[DATA RECORDS]

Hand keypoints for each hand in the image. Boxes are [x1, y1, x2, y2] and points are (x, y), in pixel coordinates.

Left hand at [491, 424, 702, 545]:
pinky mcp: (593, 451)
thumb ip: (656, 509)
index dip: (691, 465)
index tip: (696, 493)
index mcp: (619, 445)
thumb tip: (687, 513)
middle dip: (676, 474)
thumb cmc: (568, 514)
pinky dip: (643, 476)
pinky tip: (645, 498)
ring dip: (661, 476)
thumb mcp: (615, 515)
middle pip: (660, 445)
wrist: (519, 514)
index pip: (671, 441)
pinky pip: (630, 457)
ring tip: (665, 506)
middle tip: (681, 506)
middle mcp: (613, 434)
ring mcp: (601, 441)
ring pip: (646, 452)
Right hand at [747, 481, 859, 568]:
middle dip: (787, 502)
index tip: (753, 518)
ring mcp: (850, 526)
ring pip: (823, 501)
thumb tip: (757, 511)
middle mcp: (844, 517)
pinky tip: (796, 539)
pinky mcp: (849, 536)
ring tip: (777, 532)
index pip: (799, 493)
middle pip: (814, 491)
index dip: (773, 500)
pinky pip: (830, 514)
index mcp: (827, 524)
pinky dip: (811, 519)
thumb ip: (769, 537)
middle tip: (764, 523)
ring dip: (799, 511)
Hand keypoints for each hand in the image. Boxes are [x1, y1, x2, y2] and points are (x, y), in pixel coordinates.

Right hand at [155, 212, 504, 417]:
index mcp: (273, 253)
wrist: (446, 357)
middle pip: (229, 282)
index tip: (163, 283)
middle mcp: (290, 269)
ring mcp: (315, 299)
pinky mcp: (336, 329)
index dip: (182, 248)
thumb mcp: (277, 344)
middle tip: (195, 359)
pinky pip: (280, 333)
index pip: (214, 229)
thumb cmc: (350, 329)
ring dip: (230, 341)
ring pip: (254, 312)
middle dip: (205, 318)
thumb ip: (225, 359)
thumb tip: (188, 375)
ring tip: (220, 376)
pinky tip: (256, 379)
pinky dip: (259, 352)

[/DATA RECORDS]

▶ **ABOUT THIS EXERCISE**: Each record above should be given again exactly as it appears.

▶ **RESULT OF THE EXERCISE**:
Hand keypoints for each hand in the image. Boxes are [x1, y1, x2, y2] and points are (x, y), in pixel coordinates.

Left hand at [491, 424, 702, 545]:
pinky mcp: (593, 451)
thumb ip: (656, 509)
index dip: (691, 465)
index tip: (696, 493)
index mcp: (619, 445)
thumb tip: (687, 513)
middle dip: (676, 474)
thumb cmc: (568, 514)
pinky dip: (643, 476)
pinky tip: (645, 498)
ring dip: (661, 476)
thumb mcp: (615, 515)
middle pip: (660, 445)
wrist: (519, 514)
index pip: (671, 441)
pinky pip: (630, 457)
ring tip: (665, 506)
middle tip: (681, 506)
middle mcp: (613, 434)
ring mcp: (601, 441)
ring pip: (646, 452)
Right hand at [747, 481, 859, 568]:
middle dip: (787, 502)
index tip: (753, 518)
ring mcp: (850, 526)
ring pip: (823, 501)
thumb tip: (757, 511)
middle mcp: (844, 517)
pinky tip: (796, 539)
pinky mcp: (849, 536)
ring tip: (777, 532)
index pip: (799, 493)
middle pip: (814, 491)
index dip: (773, 500)
pinky pip: (830, 514)
index mcp: (827, 524)
pinky dip: (811, 519)
thumb ip: (769, 537)
middle tip: (764, 523)
ring dip: (799, 511)
Hand keypoints for each hand in the image. Boxes are [x1, y1, x2, y2] and points are (x, y), in pixel coordinates.

Right hand at [155, 212, 504, 417]:
index mcp: (273, 253)
wrist: (446, 357)
middle pip: (229, 282)
index tip: (163, 283)
middle mcp: (290, 269)
ring mcp: (315, 299)
pinky mcp: (336, 329)
index dip: (182, 248)
thumb mcp: (277, 344)
middle tip: (195, 359)
pinky pip: (280, 333)
index pip: (214, 229)
thumb cmc: (350, 329)
ring dip: (230, 341)
ring pip: (254, 312)
middle dip: (205, 318)
thumb ip: (225, 359)
thumb tip: (188, 375)
ring tip: (220, 376)
pinky tip: (256, 379)
pinky dip: (259, 352)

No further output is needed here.